Mentors were required to keep in touch with the students at least once a week over a period of eight to 10 weeks. Most of the communication was virtual, using email, videoconferencing tool Google Hangouts and online messaging. Topics covered by the mentors included advice on improving technical skills, CV and career advice, doing mock interviews and giving mentees a better idea of how their IT skills can be applied in a work environment.
Computerworld UK spoke to some of the students on the scheme, who said that CodeF had helped to "demystify" the Google brand.
Florence Driscoll, a third-year maths student at Oxford University, who created C#-based Sudoku-solving application as part of her mentoring, said: "I would never really have considered Google. It's a bit mythical. You hear so much about Google. It has done a really good job of demystifying Google."
Nicola Asamoah (pictured, left), a third-year IT student at Southampton University, agreed. She had applied, unsuccessfully, for a web developer role at Google before trying out for the CodeF scheme.
"I now feel I have a chance to get a job at Google," she said. "It feels achievable."
One of the mentors, Konstantin Yegupov, a software engineer at Google, volunteered to take part in the scheme because he had enjoyed teaching students when in his final year at university.
The scheme gave him an insight into the differences between the US and English education systems, and allowed him to take stock of his role at Google.
"I reviewed my experience in Google, the good things about it, how we describe our job and how jobs differ from the expectations that the students have.
"The difference in expectation is you will have to do much more supplementary work as part of your job. You're not just cranking out code. You spend a lot of time writing tests for code. It's monitoring the whole infrastructure around it," said Yegupov.
Confidence, he added, was an important quality for female computer science graduates to have, as well as having structured knowledge.
"It's very important to have structured knowledge. When everything you know is connected to everything else you know. So when you approach a solution you know the solution from top to down. It's important to know existing solutions to problems. When you see a problem you know immediately the class of the problem and the solution to that," Yegupov said.
He also believed that it would be helpful for students to become familiar with the tools that the software industry uses, such as wikis, so that they are more prepared for the workplace.
Mark Palmer-Edgecumbe, head of EMEA diversity at Google, believes that the CodeF initiative will be a two to three-year programme. As well as CodeF, the company launched a scheme to promote black people and people with disabilities last autumn.
While jobs are not guaranteed for everyone on the mentoring schemes, some candidates have been successful at gaining two to three-month internship roles at the company. Two females from the CodeF scheme have been offered internships at Google so far.
"From all three programmes we have hired people into paid intern positions. We are currently interviewing a significant proportion for other intern positions and new graduate hire positions," he said.
Palmer-Edgecumbe believes that the mentoring experience will also prepare students for other jobs in the high-tech industry.

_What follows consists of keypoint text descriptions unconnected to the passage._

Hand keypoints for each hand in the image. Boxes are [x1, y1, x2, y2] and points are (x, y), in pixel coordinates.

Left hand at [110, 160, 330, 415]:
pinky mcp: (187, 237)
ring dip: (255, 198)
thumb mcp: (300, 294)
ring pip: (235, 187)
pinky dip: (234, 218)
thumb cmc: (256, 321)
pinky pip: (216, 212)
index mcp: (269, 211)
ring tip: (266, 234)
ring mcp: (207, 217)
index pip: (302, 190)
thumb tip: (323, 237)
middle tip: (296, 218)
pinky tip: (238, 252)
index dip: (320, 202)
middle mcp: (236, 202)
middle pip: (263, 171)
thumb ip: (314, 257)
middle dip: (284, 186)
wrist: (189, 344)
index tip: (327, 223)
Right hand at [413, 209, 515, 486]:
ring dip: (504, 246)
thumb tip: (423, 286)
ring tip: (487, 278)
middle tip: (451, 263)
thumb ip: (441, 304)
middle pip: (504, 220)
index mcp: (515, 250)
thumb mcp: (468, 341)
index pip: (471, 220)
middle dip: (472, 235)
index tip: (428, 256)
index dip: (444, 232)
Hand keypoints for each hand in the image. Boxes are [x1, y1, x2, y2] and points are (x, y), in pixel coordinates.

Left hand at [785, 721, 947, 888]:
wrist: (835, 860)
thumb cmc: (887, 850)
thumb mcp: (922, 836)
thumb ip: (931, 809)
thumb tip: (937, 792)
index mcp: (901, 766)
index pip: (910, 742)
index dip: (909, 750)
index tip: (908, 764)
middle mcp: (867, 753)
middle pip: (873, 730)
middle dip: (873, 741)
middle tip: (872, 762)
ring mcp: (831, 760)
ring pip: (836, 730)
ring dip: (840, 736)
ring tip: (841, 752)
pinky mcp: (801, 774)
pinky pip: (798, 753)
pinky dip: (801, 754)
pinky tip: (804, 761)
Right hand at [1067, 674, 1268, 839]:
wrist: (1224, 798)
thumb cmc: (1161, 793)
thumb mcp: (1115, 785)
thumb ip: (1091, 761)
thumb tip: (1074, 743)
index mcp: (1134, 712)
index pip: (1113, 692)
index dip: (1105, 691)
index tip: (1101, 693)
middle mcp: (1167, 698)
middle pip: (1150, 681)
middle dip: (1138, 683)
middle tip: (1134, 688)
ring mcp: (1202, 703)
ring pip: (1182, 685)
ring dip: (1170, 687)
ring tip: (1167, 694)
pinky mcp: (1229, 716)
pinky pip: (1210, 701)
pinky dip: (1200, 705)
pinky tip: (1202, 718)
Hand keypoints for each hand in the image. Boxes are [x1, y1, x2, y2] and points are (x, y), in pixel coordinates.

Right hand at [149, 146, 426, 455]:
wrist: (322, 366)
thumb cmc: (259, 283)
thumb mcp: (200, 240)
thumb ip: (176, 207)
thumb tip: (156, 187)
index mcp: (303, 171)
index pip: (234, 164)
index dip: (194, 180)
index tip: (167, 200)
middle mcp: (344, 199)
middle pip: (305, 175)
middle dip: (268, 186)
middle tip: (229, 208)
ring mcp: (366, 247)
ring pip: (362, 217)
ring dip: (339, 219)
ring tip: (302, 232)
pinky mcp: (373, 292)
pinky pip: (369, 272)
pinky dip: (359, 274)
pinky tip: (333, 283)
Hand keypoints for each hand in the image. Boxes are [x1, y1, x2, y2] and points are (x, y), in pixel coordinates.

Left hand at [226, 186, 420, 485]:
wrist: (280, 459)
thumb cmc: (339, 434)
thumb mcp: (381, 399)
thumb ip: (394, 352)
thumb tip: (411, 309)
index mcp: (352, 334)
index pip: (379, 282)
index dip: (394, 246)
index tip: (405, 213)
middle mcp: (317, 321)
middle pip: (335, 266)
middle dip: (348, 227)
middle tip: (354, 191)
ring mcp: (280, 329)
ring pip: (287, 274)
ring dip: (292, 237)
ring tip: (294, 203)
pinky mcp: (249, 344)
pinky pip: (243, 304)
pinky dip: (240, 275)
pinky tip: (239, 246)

"At the end of the mentoring programme they graduate and we are keen that this mentoring programme should equip them with the knowledge and the skills to perform really well in our interview process and any other IT interview process," he said.
Palmer-Edgecumbe declined to reveal what proportion of Google's software engineers are women, saying only that the company was "very diverse already but we understand that we can always be more diverse".
Google is well-known for its employee benefits, with a number of perks to support working mothers and new families.
For example, it provides mother's rooms, a 'Mommy Mentor' programme and a New Parents Group. Maternity leave comprises up to 12 weeks off at approximately 100 percent pay, with employees who have worked at the company for more than a year eligible for an additional six weeks.
Sector skills council e-skills UK has welcomed Google's initiative to help promote the role of women in an industry where just 18 percent of the UK's IT professionals are female, according to the organisation's latest research.
"Women are missing out on rewarding careers and the IT industry is missing out on a vast pool of talent. We welcome any scheme that encourages women to explore and pursue careers in IT and to see high-profile companies like Google addressing this issue is heartening," said Bob Clift, head of the higher education programmes at e-skills UK.